__Task to carry out__
For every record beneath this instruction, give an exact repetition, omitting images.

__Given data__
+++
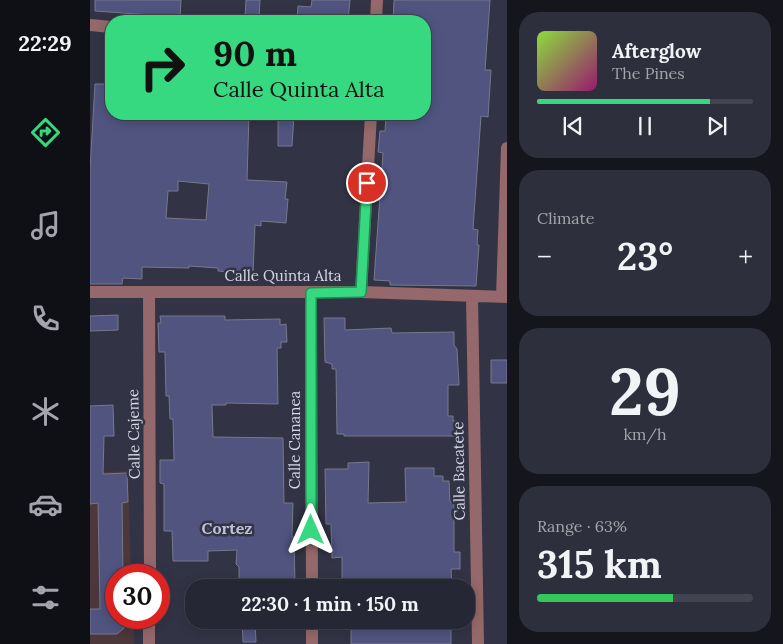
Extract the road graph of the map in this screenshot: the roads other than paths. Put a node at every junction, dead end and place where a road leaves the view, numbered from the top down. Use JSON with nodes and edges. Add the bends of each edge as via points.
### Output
{"nodes":[{"id":1,"x":377,"y":0,"type":"edge"},
{"id":2,"x":376,"y":15,"type":"edge"},
{"id":3,"x":90,"y":25,"type":"edge"},
{"id":4,"x":105,"y":26,"type":"edge"},
{"id":5,"x":371,"y":120,"type":"edge"},
{"id":6,"x":507,"y":148,"type":"edge"},
{"id":7,"x":90,"y":292,"type":"edge"},
{"id":8,"x":149,"y":292,"type":"junction"},
{"id":9,"x":361,"y":292,"type":"junction"},
{"id":10,"x":311,"y":293,"type":"junction"},
{"id":11,"x":472,"y":296,"type":"junction"},
{"id":12,"x":504,"y":297,"type":"edge"},
{"id":13,"x":150,"y":564,"type":"edge"},
{"id":14,"x":312,"y":579,"type":"edge"},
{"id":15,"x":150,"y":629,"type":"edge"},
{"id":16,"x":312,"y":629,"type":"edge"},
{"id":17,"x":149,"y":644,"type":"edge"},
{"id":18,"x":312,"y":644,"type":"edge"},
{"id":19,"x":478,"y":644,"type":"edge"}],
"edges":[{"from":1,"to":2,"type":"street"},
{"from":3,"to":4,"type":"street"},
{"from":5,"to":9,"type":"street"},
{"from":6,"to":12,"type":"street"},
{"from":7,"to":8,"type":"street","name":"Calle Quinta Alta"},
{"from":8,"to":10,"type":"street","name":"Calle Quinta Alta"},
{"from":8,"to":13,"type":"street","name":"Calle Cajeme"},
{"from":9,"to":10,"type":"street","name":"Calle Quinta Alta"},
{"from":9,"to":11,"type":"street","name":"Calle Quinta Alta"},
{"from":10,"to":14,"type":"street","name":"Calle Cananea"},
{"from":11,"to":12,"type":"street","name":"Calle Quinta Alta"},
{"from":11,"to":19,"type":"street","name":"Calle Bacatete"},
{"from":15,"to":17,"type":"street"},
{"from":16,"to":18,"type":"street"}]}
+++
__Completed exercise__
Extract the road graph of the map in this screenshot: the roads other than paths. Put a node at every junction, dead end and place where a road leaves the view, numbered from the top down. Use JSON with nodes and edges. Add the bends of each edge as via points.
### Output
{"nodes":[{"id":1,"x":377,"y":0,"type":"edge"},
{"id":2,"x":376,"y":15,"type":"edge"},
{"id":3,"x":90,"y":25,"type":"edge"},
{"id":4,"x":105,"y":26,"type":"edge"},
{"id":5,"x":371,"y":120,"type":"edge"},
{"id":6,"x":507,"y":148,"type":"edge"},
{"id":7,"x":90,"y":292,"type":"edge"},
{"id":8,"x":149,"y":292,"type":"junction"},
{"id":9,"x":361,"y":292,"type":"junction"},
{"id":10,"x":311,"y":293,"type":"junction"},
{"id":11,"x":472,"y":296,"type":"junction"},
{"id":12,"x":504,"y":297,"type":"edge"},
{"id":13,"x":150,"y":564,"type":"edge"},
{"id":14,"x":312,"y":579,"type":"edge"},
{"id":15,"x":150,"y":629,"type":"edge"},
{"id":16,"x":312,"y":629,"type":"edge"},
{"id":17,"x":149,"y":644,"type":"edge"},
{"id":18,"x":312,"y":644,"type":"edge"},
{"id":19,"x":478,"y":644,"type":"edge"}],
"edges":[{"from":1,"to":2,"type":"street"},
{"from":3,"to":4,"type":"street"},
{"from":5,"to":9,"type":"street"},
{"from":6,"to":12,"type":"street"},
{"from":7,"to":8,"type":"street","name":"Calle Quinta Alta"},
{"from":8,"to":10,"type":"street","name":"Calle Quinta Alta"},
{"from":8,"to":13,"type":"street","name":"Calle Cajeme"},
{"from":9,"to":10,"type":"street","name":"Calle Quinta Alta"},
{"from":9,"to":11,"type":"street","name":"Calle Quinta Alta"},
{"from":10,"to":14,"type":"street","name":"Calle Cananea"},
{"from":11,"to":12,"type":"street","name":"Calle Quinta Alta"},
{"from":11,"to":19,"type":"street","name":"Calle Bacatete"},
{"from":15,"to":17,"type":"street"},
{"from":16,"to":18,"type":"street"}]}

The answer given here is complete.